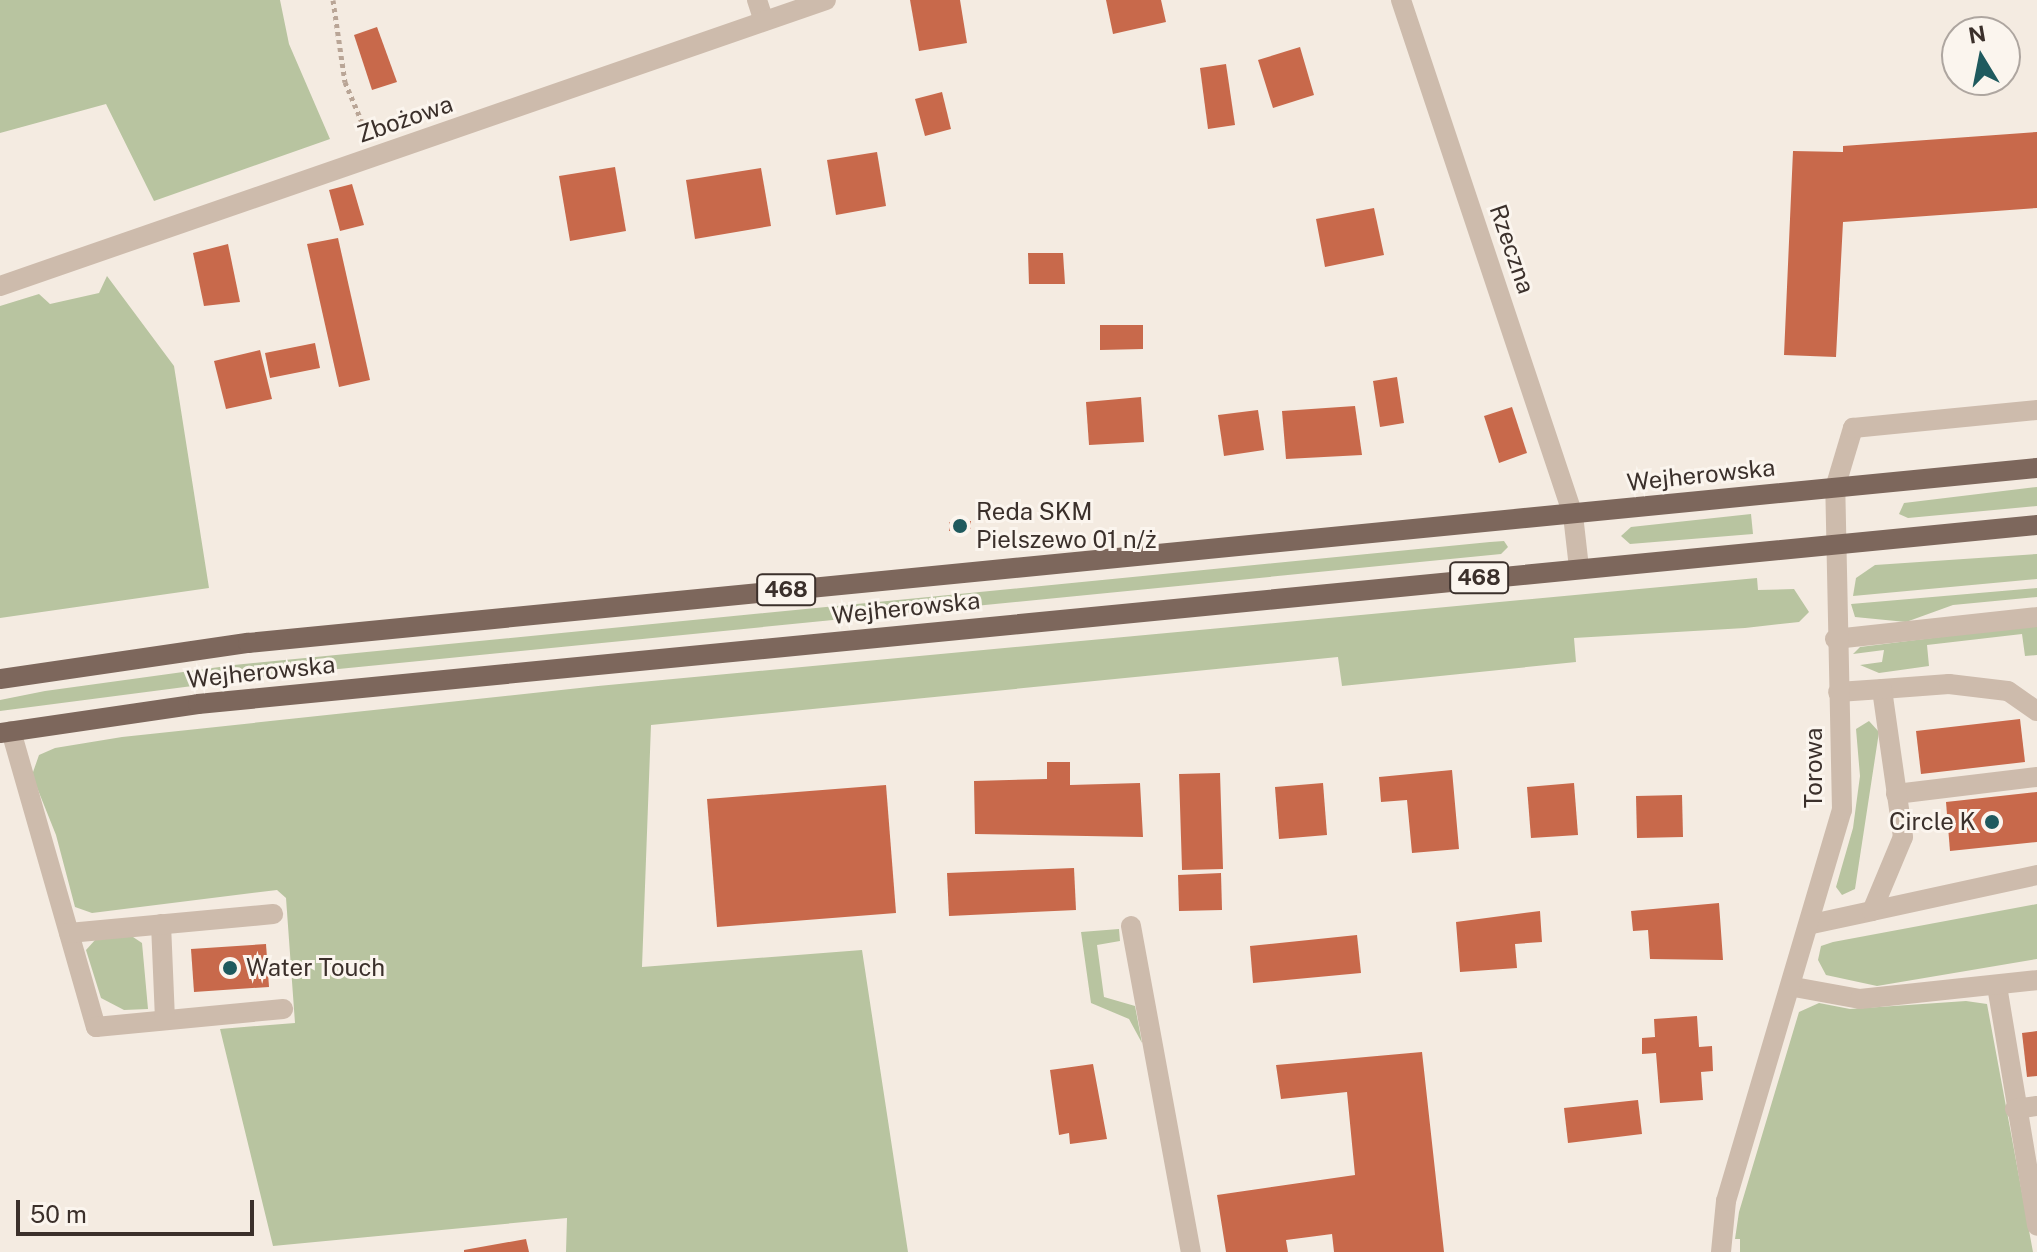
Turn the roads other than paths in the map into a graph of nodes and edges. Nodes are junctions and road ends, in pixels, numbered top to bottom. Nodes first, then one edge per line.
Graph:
1 (757, 0) edge
2 (826, 0) edge
3 (1401, 0) edge
4 (764, 21) junction
5 (0, 286) edge
6 (2037, 410) edge
7 (2037, 468) edge
8 (1835, 488) junction
9 (1573, 515) junction
10 (2037, 525) edge
11 (1836, 544) junction
12 (1579, 568) junction
13 (2037, 617) edge
14 (1835, 639) junction
15 (0, 679) edge
16 (1882, 689) junction
17 (1838, 692) junction
18 (2037, 711) edge
19 (6, 732) edge
20 (2037, 777) edge
21 (1896, 794) junction
22 (2037, 875) edge
23 (1872, 911) junction
24 (273, 914) dead end
25 (161, 924) junction
26 (1812, 924) junction
27 (1131, 926) dead end
28 (69, 933) junction
29 (2037, 980) edge
30 (1997, 986) junction
31 (1794, 987) junction
32 (283, 1009) dead end
33 (165, 1020) junction
34 (2037, 1106) edge
35 (2015, 1109) junction
36 (2037, 1226) edge
37 (1191, 1252) edge
38 (1721, 1252) edge

1 - 4 street
2 - 4 street, Zbożowa
3 - 9 street, Rzeczna
4 - 5 street, Zbożowa
6 - 8 street
7 - 8 main road, Wejherowska / 468
8 - 9 main road, Wejherowska / 468
8 - 11 street
9 - 12 street
9 - 15 main road, Wejherowska / 468
10 - 11 main road, Wejherowska / 468
11 - 12 main road, Wejherowska / 468
11 - 14 street, Torowa
12 - 19 main road, Wejherowska / 468
13 - 14 street
14 - 17 street, Torowa
16 - 17 street
16 - 18 street
16 - 21 street
17 - 26 street, Torowa
19 - 28 street
20 - 21 street
21 - 23 street
22 - 23 street
23 - 26 street
24 - 25 street
25 - 28 street
25 - 33 street
26 - 31 street, Torowa
27 - 37 street
28 - 33 street
29 - 30 street
30 - 31 street
30 - 35 street
31 - 38 street, Torowa
32 - 33 street
34 - 35 street
35 - 36 street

**Aim of the exercise**:
I'd like the material above repeated exactly, with the pictures omitted.

**Exercise solution**:
Turn the roads other than paths in the map into a graph of nodes and edges. Nodes are junctions and road ends, in pixels, numbered top to bottom. Nodes first, then one edge per line.
Graph:
1 (757, 0) edge
2 (826, 0) edge
3 (1401, 0) edge
4 (764, 21) junction
5 (0, 286) edge
6 (2037, 410) edge
7 (2037, 468) edge
8 (1835, 488) junction
9 (1573, 515) junction
10 (2037, 525) edge
11 (1836, 544) junction
12 (1579, 568) junction
13 (2037, 617) edge
14 (1835, 639) junction
15 (0, 679) edge
16 (1882, 689) junction
17 (1838, 692) junction
18 (2037, 711) edge
19 (6, 732) edge
20 (2037, 777) edge
21 (1896, 794) junction
22 (2037, 875) edge
23 (1872, 911) junction
24 (273, 914) dead end
25 (161, 924) junction
26 (1812, 924) junction
27 (1131, 926) dead end
28 (69, 933) junction
29 (2037, 980) edge
30 (1997, 986) junction
31 (1794, 987) junction
32 (283, 1009) dead end
33 (165, 1020) junction
34 (2037, 1106) edge
35 (2015, 1109) junction
36 (2037, 1226) edge
37 (1191, 1252) edge
38 (1721, 1252) edge

1 - 4 street
2 - 4 street, Zbożowa
3 - 9 street, Rzeczna
4 - 5 street, Zbożowa
6 - 8 street
7 - 8 main road, Wejherowska / 468
8 - 9 main road, Wejherowska / 468
8 - 11 street
9 - 12 street
9 - 15 main road, Wejherowska / 468
10 - 11 main road, Wejherowska / 468
11 - 12 main road, Wejherowska / 468
11 - 14 street, Torowa
12 - 19 main road, Wejherowska / 468
13 - 14 street
14 - 17 street, Torowa
16 - 17 street
16 - 18 street
16 - 21 street
17 - 26 street, Torowa
19 - 28 street
20 - 21 street
21 - 23 street
22 - 23 street
23 - 26 street
24 - 25 street
25 - 28 street
25 - 33 street
26 - 31 street, Torowa
27 - 37 street
28 - 33 street
29 - 30 street
30 - 31 street
30 - 35 street
31 - 38 street, Torowa
32 - 33 street
34 - 35 street
35 - 36 street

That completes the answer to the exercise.